### EXERCISE BRIEF
Count up every line of the data in which "tunnel" occurs. The reply is one number and nothing more.

### RECORDS PROVIDED
* * * * * * *
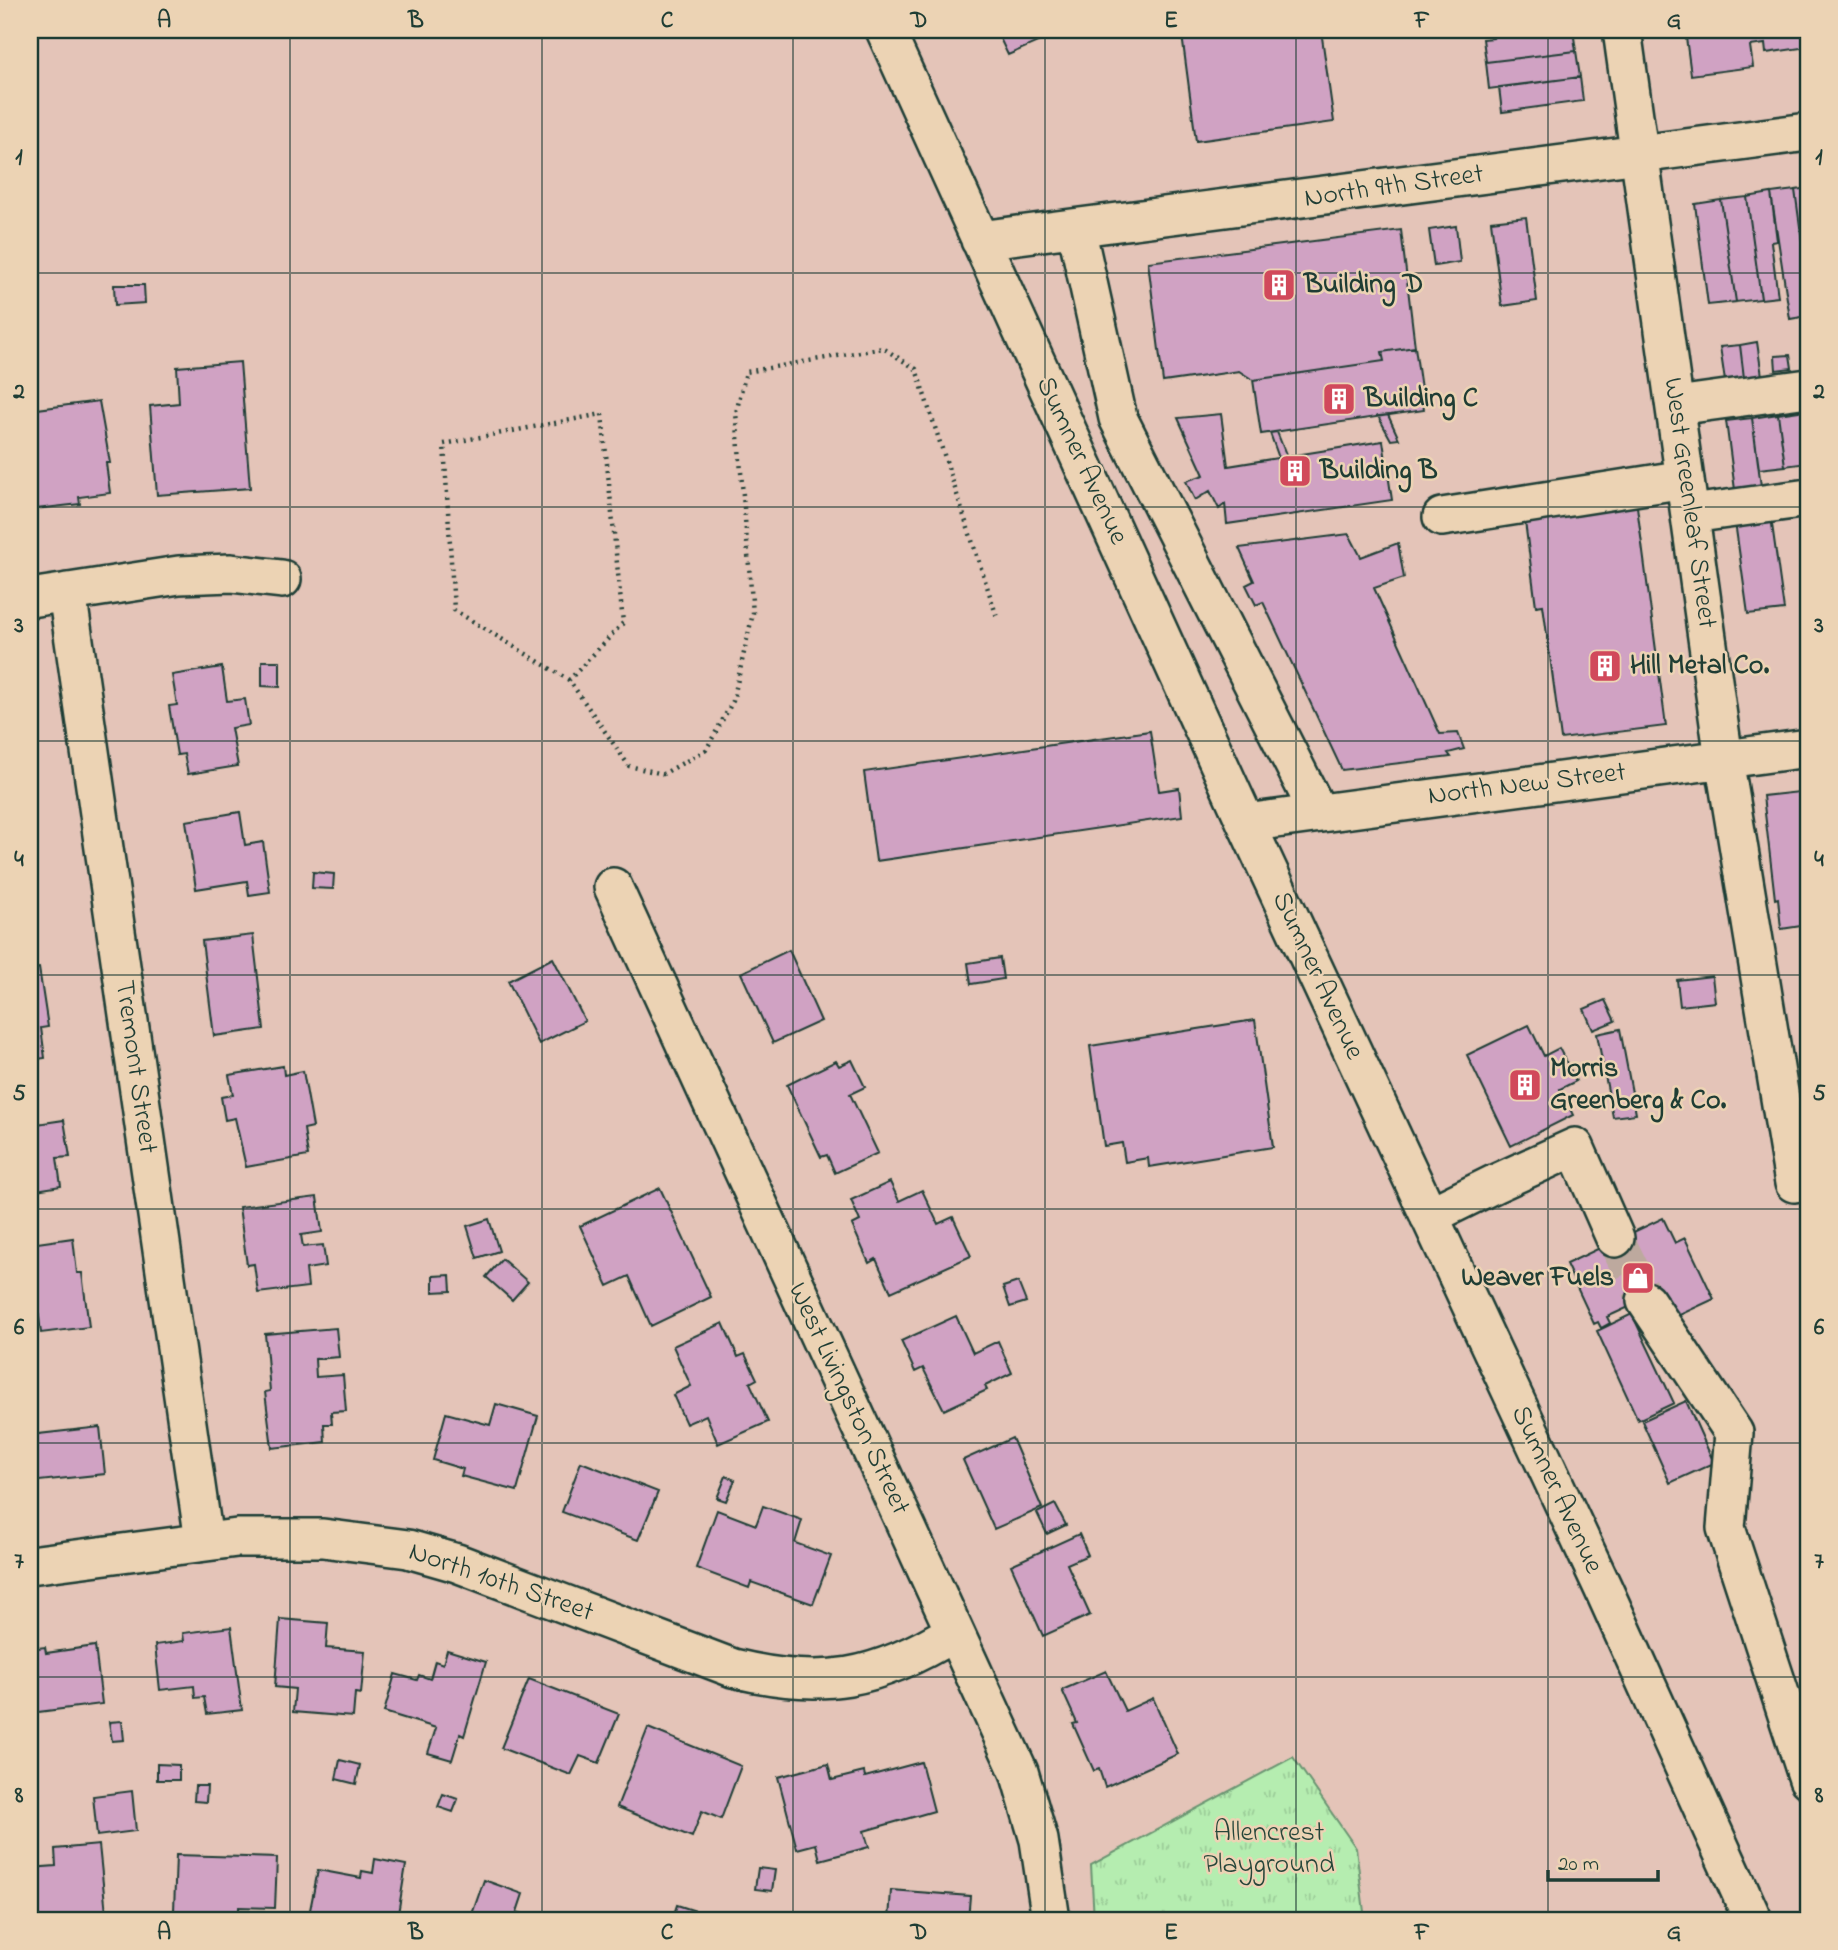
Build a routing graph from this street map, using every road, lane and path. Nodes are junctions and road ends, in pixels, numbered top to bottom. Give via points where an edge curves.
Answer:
1 (885, 30) edge
2 (1622, 30) edge
3 (1808, 132) edge
4 (1640, 154) junction
5 (1076, 228) junction
6 (980, 240) junction
7 (1808, 388) edge
8 (1676, 406) junction
9 (1688, 497) junction
10 (1808, 498) edge
11 (1442, 517) dead end
12 (282, 579) dead end
13 (66, 592) junction
14 (30, 597) edge
15 (997, 617) dead end
16 (569, 680) junction
17 (1808, 748) edge
18 (1724, 759) junction
19 (1318, 812) junction
20 (1246, 823) junction
21 (613, 887) dead end
22 (1801, 1182) edge
23 (1429, 1216) junction
24 (1615, 1238) tunnel mouth
25 (1646, 1301) tunnel mouth
26 (204, 1541) junction
27 (30, 1566) edge
28 (954, 1632) junction
29 (1808, 1779) edge
30 (1051, 1920) edge
31 (1753, 1920) edge

1 - 6 street, Sumner Avenue
2 - 4 street, West Greenleaf Street
3 - 4 street, North 9th Street
4 - 5 street, North 9th Street
4 - 8 street, West Greenleaf Street
5 - 6 street, North 9th Street
5 - 19 street via 1118,418
6 - 20 street, Sumner Avenue
7 - 8 street
8 - 9 street, West Greenleaf Street
9 - 10 street
9 - 11 street
9 - 18 street, West Greenleaf Street
12 - 13 street via 231,573 179,575
13 - 14 street
13 - 26 street, Tremont Street
15 - 16 path via 916,369 883,348 746,372 736,413 752,613 733,701 706,750 663,774 629,766
16 - 16 path via 454,610 444,444 602,414 623,623
17 - 18 street, North New Street
18 - 19 street, North New Street
18 - 22 street, West Greenleaf Street
19 - 20 street, North New Street
20 - 23 street, Sumner Avenue
21 - 28 street, West Livingston Street
23 - 24 street via 1575,1147
23 - 31 street, Sumner Avenue
25 - 29 street via 1734,1433 1726,1528
26 - 27 street, North 10th Street
26 - 28 street, North 10th Street via 323,1538 408,1549 457,1563 733,1668 773,1678 823,1680 873,1672 919,1654
28 - 30 street, West Livingston Street via 1019,1772 1040,1840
* * * * * * *
### ANSWER SECTION
2